29 Nov. 2018. A chemical engineering lab developed a process to help proteins combined with nanoscale polymers penetrate the cartilage in lab rodents and boost treatment for damage caused by osteoarthritis. A team from Massachusetts Institute of Technology describes the process in yesterday’s issue of the journal Science Translational Medicine.
Researchers from the lab of MIT chemical engineering professor Paula Hammond are seeking better treatments for osteoarthritis, a degenerative disorder affecting cartilage in joints. Over time, the wear and tear of joints, mainly in hands, feet, knees, and back gradually hardens and deteriorates cartilage causing pain and inflammation. Joint injuries, like those encountered in sports, and bone deformities can also contribute to osteoarthritis. Data from 2008 cited by the authors show some 27 million people in the U.S. suffer from osteoarthritis, with an annual economic impact of $60 billion.
Most current treatments for osteoarthritis relieve the pain caused by the disease, but do not address the underlying condition. Promising therapies designed to protect or repair the cartilage itself are hampered by the short effective periods of many growth-factor proteins, as well as the inability of the treatments to penetrate the dense cartilage before they’re cleared by the bodies. As a result, these treatments cannot reach the tissue-generating cells known as chondrocytes to repair or regenerate damaged cartilage.
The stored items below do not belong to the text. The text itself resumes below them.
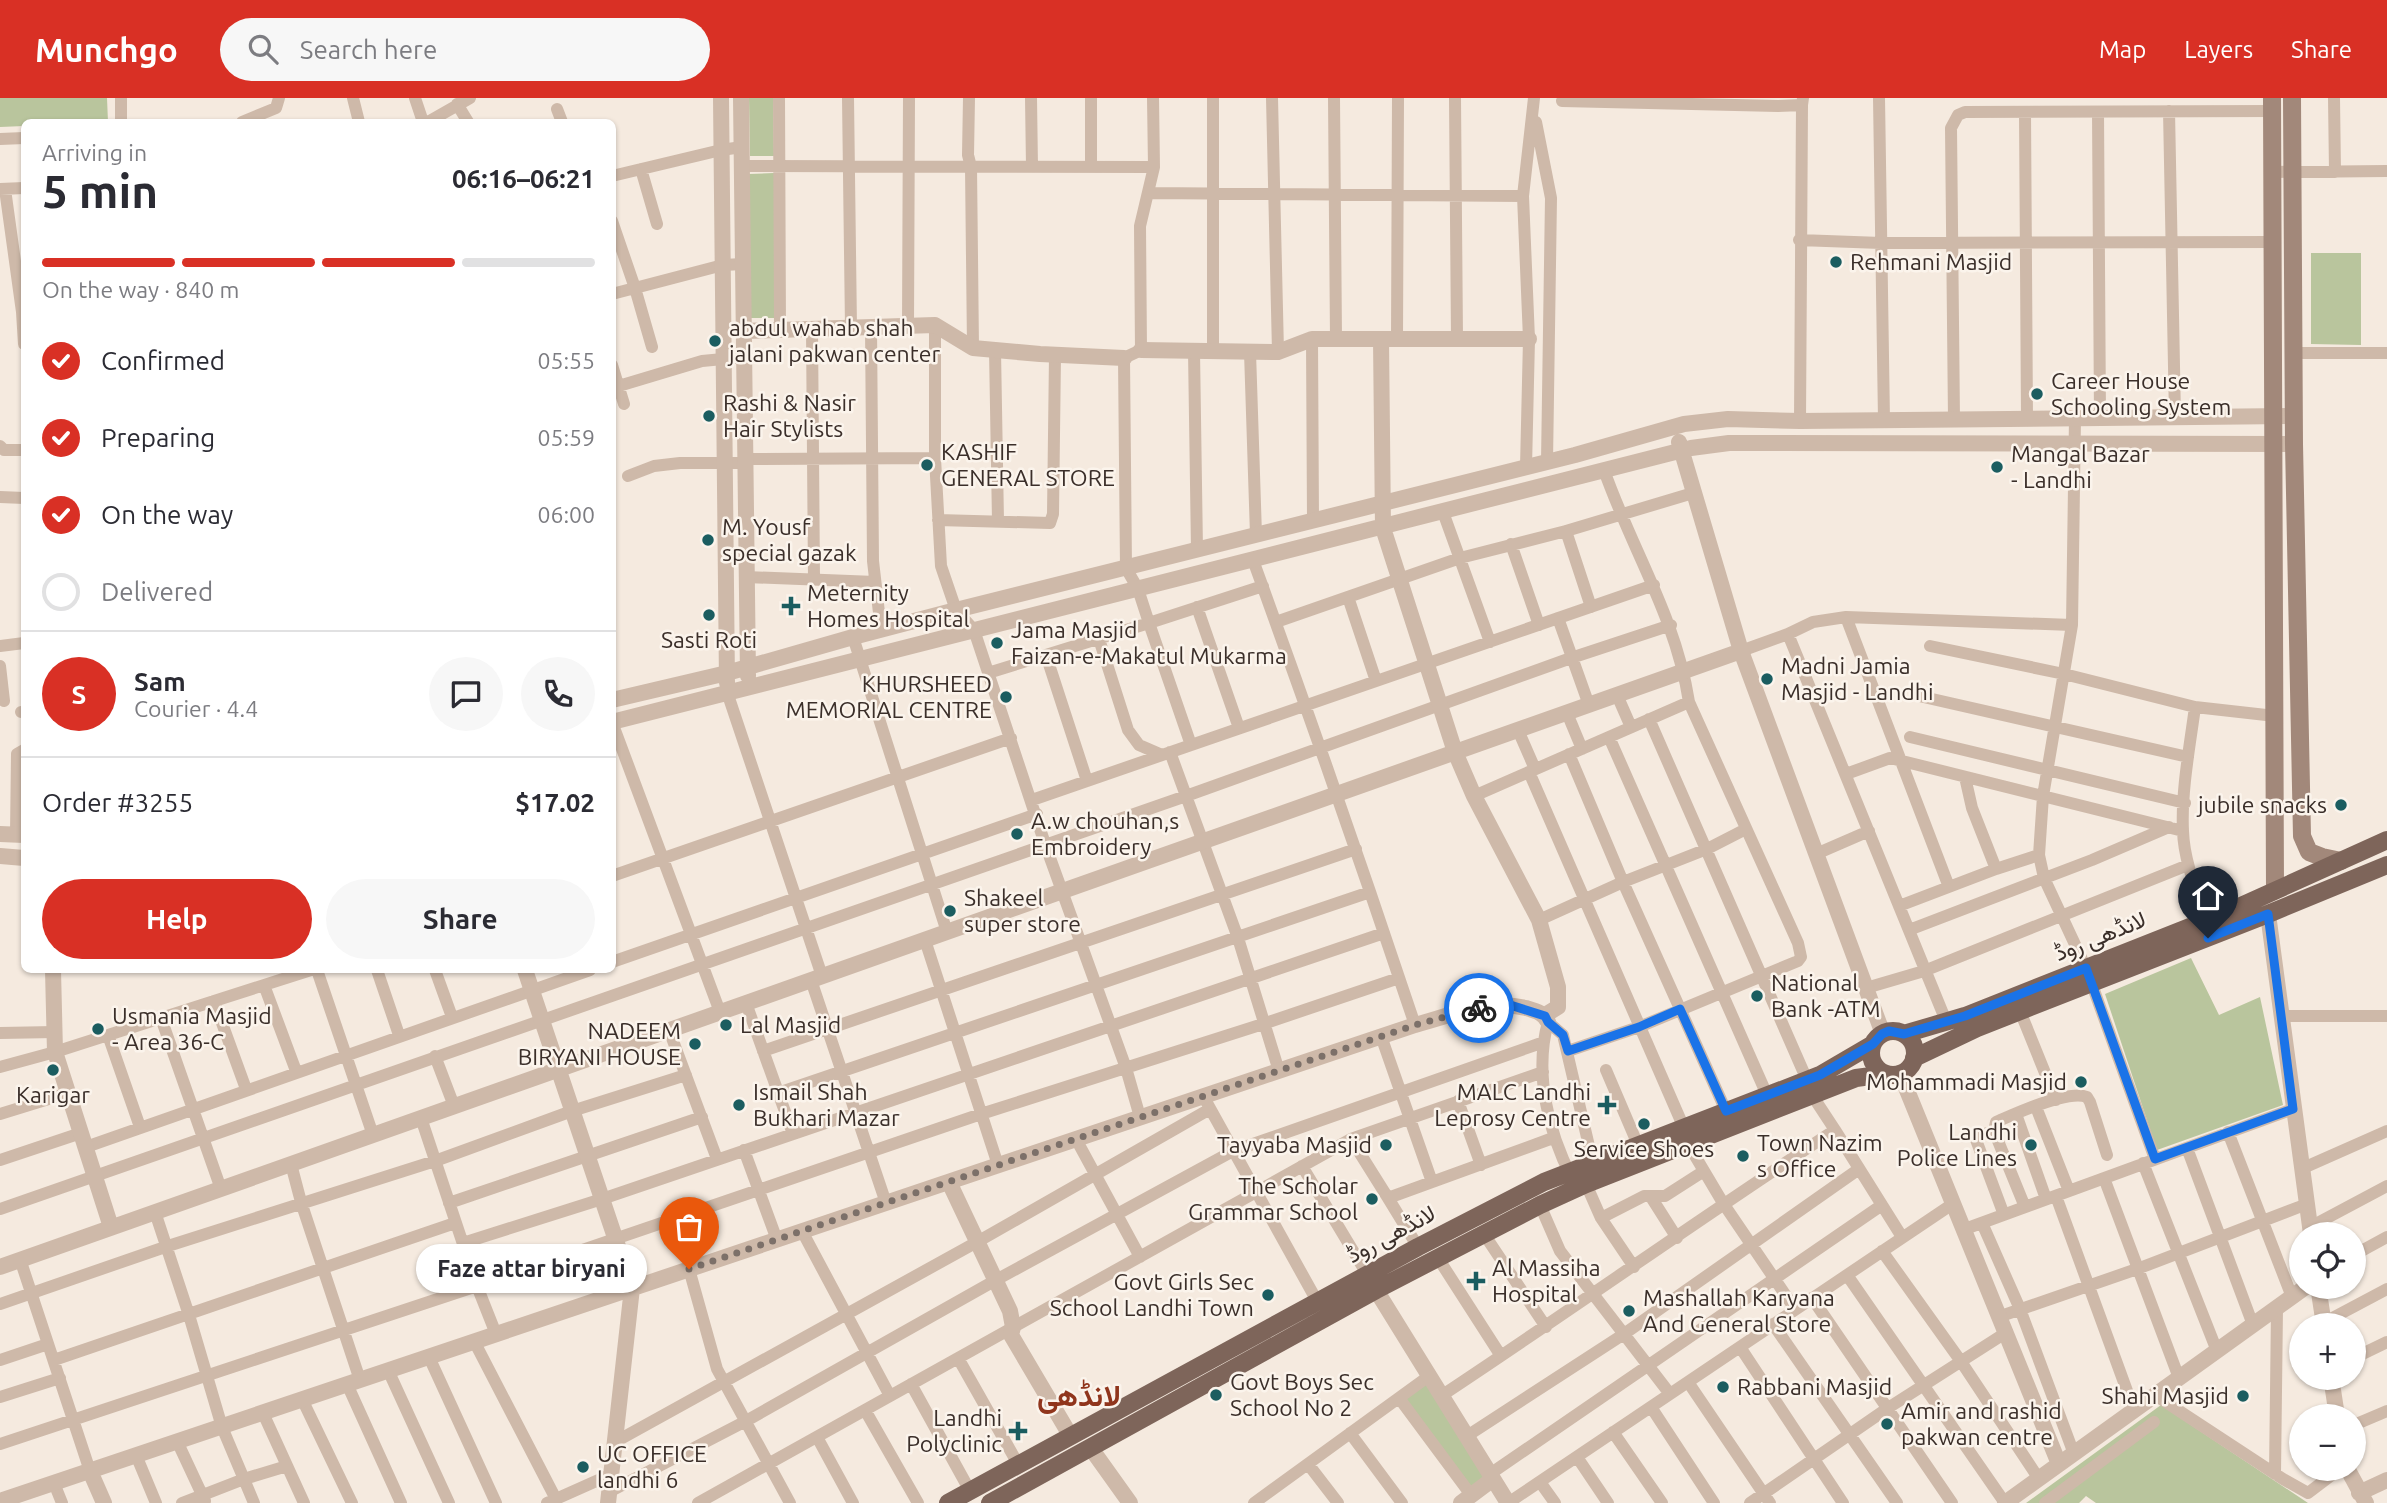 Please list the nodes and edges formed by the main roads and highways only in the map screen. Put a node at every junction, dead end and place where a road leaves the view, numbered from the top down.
1 (2292, 98) edge
2 (2273, 104) edge
3 (2387, 840) edge
4 (2341, 861) junction
5 (2387, 865) edge
6 (2275, 890) junction
7 (2088, 976) junction
8 (1904, 1034) junction
9 (1878, 1039) junction
10 (1914, 1058) junction
11 (1893, 1073) junction
12 (1809, 1088) junction
13 (1686, 1136) junction
14 (1371, 1282) junction
15 (948, 1503) edge
16 (990, 1503) edge

1 - 4 main road
2 - 6 main road
3 - 4 main road, لانڈھی روڈ
4 - 6 main road, لانڈھی روڈ
5 - 7 main road, لانڈھی روڈ
6 - 7 main road, لانڈھی روڈ
7 - 8 main road, لانڈھی روڈ
7 - 10 main road, لانڈھی روڈ
8 - 9 main road
8 - 10 main road
9 - 11 main road
9 - 12 main road, لانڈھی روڈ
10 - 11 main road
11 - 12 main road, لانڈھی روڈ
12 - 13 main road, لانڈھی روڈ
12 - 13 main road, لانڈھی روڈ
13 - 14 main road, لانڈھی روڈ
13 - 14 main road, لانڈھی روڈ
14 - 15 main road, لانڈھی روڈ
14 - 16 main road, لانڈھی روڈ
The team of chemical and biomedical engineers from MIT and medical researchers from Brigham and Women’s Hospital in Boston, devised a delivery process for therapeutic growth-factor proteins with a longer effective time period and that penetrate the cartilage. Their solution is combination of growth factors linked together with nanoscale polymer molecules called dendrimers that the researchers hypothesized would have greater lasting power and penetration than growth factors alone.
The dendrimers in this case are derived from polyethylene glycol, a common polymer used in many biological and pharmaceutical applications. The researchers also reversed the electrostatic polarity of the polyethylene glycol dendrimers to help them adhere to and penetrate the cartilage. In lab culture tests, insulin-like growth factor 1 linked to polyethylene glycol dendrimers were able to penetrate samples of cattle cartilage resembling that of humans within 2 days.
The researchers also injected these same growth factor proteins linked to polymer nanocarriers into the knee joints of lab rats induced with osteoarthritis. The results show 10 times the amount of the treatment compound were taken up by the rats’ knee joints and lasted for up to 30 days. When injected surgically into the rats’ knee joints, the polymer nanocarrier treatments reduced cartilage degeneration by 60 percent and arthritic bone deposits by 80 percent compared to untreated joints.
While the results help prove the concept of polymer nanocarrier treatments for osteoarthritis, the researchers are aware their work on therapies for humans is just beginning. “When you start to think about translating this technology from studies in rats to larger animals and someday humans,” says graduate student and first author Brett Geiger in an MIT statement, “the ability of this technology to succeed depends on its ability to work in thicker cartilage.”
Hammond, the study’s senior author and lab director, is founder of the company LayerBio in Medford, Massachusetts. LayerBio is a developer of drug delivery technologies, including polymer formulations for long-term treatments. Geiger and Hammond are also listed as co-inventors on a patent application for the technology filed by MIT.